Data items
--

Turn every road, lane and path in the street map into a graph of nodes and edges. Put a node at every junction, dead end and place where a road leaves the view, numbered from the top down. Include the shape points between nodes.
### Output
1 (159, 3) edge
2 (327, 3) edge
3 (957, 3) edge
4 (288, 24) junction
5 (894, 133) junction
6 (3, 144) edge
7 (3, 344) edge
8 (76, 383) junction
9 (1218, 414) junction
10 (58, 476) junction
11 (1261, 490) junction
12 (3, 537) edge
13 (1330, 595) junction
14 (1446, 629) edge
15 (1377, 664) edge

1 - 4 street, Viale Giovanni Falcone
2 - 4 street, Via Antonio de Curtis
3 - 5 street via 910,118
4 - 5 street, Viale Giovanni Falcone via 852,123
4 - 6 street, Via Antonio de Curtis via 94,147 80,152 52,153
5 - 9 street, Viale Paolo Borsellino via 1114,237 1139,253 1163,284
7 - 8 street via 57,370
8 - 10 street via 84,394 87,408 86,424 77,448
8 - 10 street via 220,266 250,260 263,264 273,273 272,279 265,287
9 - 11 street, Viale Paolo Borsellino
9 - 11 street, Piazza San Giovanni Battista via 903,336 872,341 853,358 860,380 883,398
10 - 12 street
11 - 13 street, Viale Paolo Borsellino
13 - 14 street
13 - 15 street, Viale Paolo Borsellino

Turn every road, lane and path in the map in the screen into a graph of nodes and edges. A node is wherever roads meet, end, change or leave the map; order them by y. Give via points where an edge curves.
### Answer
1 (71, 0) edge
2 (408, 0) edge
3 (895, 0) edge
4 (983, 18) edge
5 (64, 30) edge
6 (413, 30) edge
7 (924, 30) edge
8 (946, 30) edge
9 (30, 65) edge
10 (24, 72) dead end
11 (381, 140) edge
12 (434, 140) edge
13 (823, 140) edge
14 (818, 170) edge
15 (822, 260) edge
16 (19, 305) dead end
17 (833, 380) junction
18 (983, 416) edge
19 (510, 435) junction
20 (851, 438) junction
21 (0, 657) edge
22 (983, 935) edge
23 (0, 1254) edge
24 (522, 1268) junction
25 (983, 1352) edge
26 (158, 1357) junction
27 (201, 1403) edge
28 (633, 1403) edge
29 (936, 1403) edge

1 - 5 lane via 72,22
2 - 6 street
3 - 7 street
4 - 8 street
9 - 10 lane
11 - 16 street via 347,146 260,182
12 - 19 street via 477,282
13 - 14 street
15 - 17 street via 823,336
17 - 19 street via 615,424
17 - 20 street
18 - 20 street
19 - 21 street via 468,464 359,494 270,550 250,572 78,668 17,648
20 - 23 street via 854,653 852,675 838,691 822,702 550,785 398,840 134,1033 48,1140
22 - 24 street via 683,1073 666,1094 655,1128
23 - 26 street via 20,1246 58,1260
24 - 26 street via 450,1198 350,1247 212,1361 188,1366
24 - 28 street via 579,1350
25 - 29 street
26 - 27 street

--

**What you should do**
Please retype the top of the data exactly, down to and including the line that holds "Turn every road, lane and path in the map", and nothing further.

**Result**
Turn every road, lane and path in the street map into a graph of nodes and edges. Put a node at every junction, dead end and place where a road leaves the view, numbered from the top down. Include the shape points between nodes.
### Output
1 (159, 3) edge
2 (327, 3) edge
3 (957, 3) edge
4 (288, 24) junction
5 (894, 133) junction
6 (3, 144) edge
7 (3, 344) edge
8 (76, 383) junction
9 (1218, 414) junction
10 (58, 476) junction
11 (1261, 490) junction
12 (3, 537) edge
13 (1330, 595) junction
14 (1446, 629) edge
15 (1377, 664) edge

1 - 4 street, Viale Giovanni Falcone
2 - 4 street, Via Antonio de Curtis
3 - 5 street via 910,118
4 - 5 street, Viale Giovanni Falcone via 852,123
4 - 6 street, Via Antonio de Curtis via 94,147 80,152 52,153
5 - 9 street, Viale Paolo Borsellino via 1114,237 1139,253 1163,284
7 - 8 street via 57,370
8 - 10 street via 84,394 87,408 86,424 77,448
8 - 10 street via 220,266 250,260 263,264 273,273 272,279 265,287
9 - 11 street, Viale Paolo Borsellino
9 - 11 street, Piazza San Giovanni Battista via 903,336 872,341 853,358 860,380 883,398
10 - 12 street
11 - 13 street, Viale Paolo Borsellino
13 - 14 street
13 - 15 street, Viale Paolo Borsellino

Turn every road, lane and path in the map in the screen into a graph of nodes and edges. A node is wherever roads meet, end, change or leave the map; order them by y. Give via points where an edge curves.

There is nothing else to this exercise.